A lição.

Alguns vão dizer que não tenho sentimentos, outros que sou apenas uma pessoa curiosa.

Mas se tem algo que sempre despertou minha curiosidade foi à morte, era só chegar ao meu conhecimento que havia algum cadáver próximo para minha excitação aumentar e eu me dirigir para o espetáculo; é assim que eu defino cadáveres expostos em vias publicas um grande espetáculo.

Não sou uma pessoa doente, sou casado há trinta anos com a mesma mulher tenho dois filhos, gosto de fazer programas em família, beber com amigos, contar piadas, assistir jogos de futebol pela televisão, mas observar mortos na rua sempre foi minha paixão secreta.

Numa sexta feira voltava de carro para casa depois de um dia cansativo de trabalho, quando avistei uma aglomeração de pessoas na rua.

Meu coração começou a bater mais forte, sentia que ali havia acontecido um acidente, parei meu carro em frente a uma loja de roupas e andei apressadamente em direção a aglomeração de pessoas.

A primeira coisa que eu vi foi uma moto com a frente toda destruída e mais a frente um ônibus parado. Entre a moto e o ônibus me deparei com um corpo já coberto por um saco preto, me agachei, e puxei o saco. Foi quando o mundo parou. Não conseguia mais respirar, o rosto estava quase todo esfolado, mas o pouco que eu podia ver tinha certeza que era meu filho. Não podia ser ele, era tão jovem, acabará de completar dezenove anos.

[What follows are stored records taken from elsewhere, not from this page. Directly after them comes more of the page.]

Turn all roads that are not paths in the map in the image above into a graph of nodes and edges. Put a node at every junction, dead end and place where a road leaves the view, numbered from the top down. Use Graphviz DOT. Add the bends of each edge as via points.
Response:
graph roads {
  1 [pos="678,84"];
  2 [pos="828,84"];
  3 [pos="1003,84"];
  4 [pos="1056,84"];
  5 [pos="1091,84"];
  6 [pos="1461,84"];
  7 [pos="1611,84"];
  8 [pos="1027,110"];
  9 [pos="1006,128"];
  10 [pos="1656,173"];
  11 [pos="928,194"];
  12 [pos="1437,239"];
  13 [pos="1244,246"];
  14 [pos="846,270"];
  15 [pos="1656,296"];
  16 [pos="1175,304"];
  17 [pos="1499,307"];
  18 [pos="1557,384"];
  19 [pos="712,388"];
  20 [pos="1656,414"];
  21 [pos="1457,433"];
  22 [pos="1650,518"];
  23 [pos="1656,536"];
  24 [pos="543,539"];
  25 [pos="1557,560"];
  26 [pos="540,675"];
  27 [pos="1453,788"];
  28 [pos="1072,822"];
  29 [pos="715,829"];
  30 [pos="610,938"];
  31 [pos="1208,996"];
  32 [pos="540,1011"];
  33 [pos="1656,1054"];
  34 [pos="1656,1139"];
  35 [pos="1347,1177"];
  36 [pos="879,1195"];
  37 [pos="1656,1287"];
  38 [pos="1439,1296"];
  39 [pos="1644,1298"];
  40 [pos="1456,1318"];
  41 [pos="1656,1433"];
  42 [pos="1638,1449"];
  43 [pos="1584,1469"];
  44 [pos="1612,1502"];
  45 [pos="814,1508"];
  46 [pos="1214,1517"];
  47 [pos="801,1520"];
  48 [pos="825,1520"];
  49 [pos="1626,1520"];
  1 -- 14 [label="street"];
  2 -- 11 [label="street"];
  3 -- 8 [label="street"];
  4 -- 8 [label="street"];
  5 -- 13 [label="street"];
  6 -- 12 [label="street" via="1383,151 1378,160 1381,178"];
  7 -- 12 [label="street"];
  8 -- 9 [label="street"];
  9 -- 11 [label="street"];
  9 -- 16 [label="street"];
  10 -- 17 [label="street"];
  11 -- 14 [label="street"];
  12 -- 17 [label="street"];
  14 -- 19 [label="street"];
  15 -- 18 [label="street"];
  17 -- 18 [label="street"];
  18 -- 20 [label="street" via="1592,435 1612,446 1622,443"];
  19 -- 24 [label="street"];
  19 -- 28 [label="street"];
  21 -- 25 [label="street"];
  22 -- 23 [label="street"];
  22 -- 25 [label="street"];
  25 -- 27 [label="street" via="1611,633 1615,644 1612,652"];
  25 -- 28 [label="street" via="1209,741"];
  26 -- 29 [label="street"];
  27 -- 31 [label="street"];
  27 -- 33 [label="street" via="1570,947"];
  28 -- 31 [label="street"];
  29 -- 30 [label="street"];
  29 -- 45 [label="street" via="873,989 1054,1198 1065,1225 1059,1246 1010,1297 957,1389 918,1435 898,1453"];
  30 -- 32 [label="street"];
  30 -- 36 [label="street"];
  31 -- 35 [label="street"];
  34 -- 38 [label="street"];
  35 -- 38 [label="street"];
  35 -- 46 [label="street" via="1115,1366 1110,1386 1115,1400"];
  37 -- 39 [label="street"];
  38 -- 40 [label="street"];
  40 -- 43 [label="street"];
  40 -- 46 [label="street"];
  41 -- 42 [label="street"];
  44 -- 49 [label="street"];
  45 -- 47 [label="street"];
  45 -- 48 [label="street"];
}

Lagrimas jorravam do meu rosto. Do meu lado direito surgiu uma menina apontando um celular para o que sobrara do rosto do meu filho.

Dei um grito, e fui em direção a ela para tomar o celular.

Algumas pessoas riam da situação.

Será que vocês não respeitam o sofrimento dos outros? Gritei para a multidão.

Avistei um senhor que ria bastante no meio da multidão, o reconheci na hora, mas aquilo não poderia ser verdade.

Eu tinha visto aquele homem morto na semana passada, ele andava na rua quando sofreu um infarto.

Seus olhos estavam sobre mim, seus lábios se moviam vagarosamente eu podia entender o que ele estava dizendo, e ele dizia: como é que você se sente agora?

Do meio da multidão começaram a aparecer outras vitimas de acidentes que eu presenciei, todas apontavam e riam.

Uma garotinha de quatro anos que havia caído da janela do quinto andar de um prédio dançava e cantava em volta do corpo do meu filho.

Mais pessoas iam chegando, o rosto de todas elas expressava curiosidade.

Ninguém respeitava o meu sofrimento.

Toda hora um curioso vinha descobrir o corpo do meu filho apenas para saciar a sua curiosidade.

Agora entendo que não é certo brincar com o sentimento dos outros, mas paguei caro para aprender essa lição, não sei se os mortos estavam ali de verdade, ou foi o choque de ver meu filho estirado que me levou aquela situação, o fato é que agora penso duas vezes antes de saciar a minha curiosidade.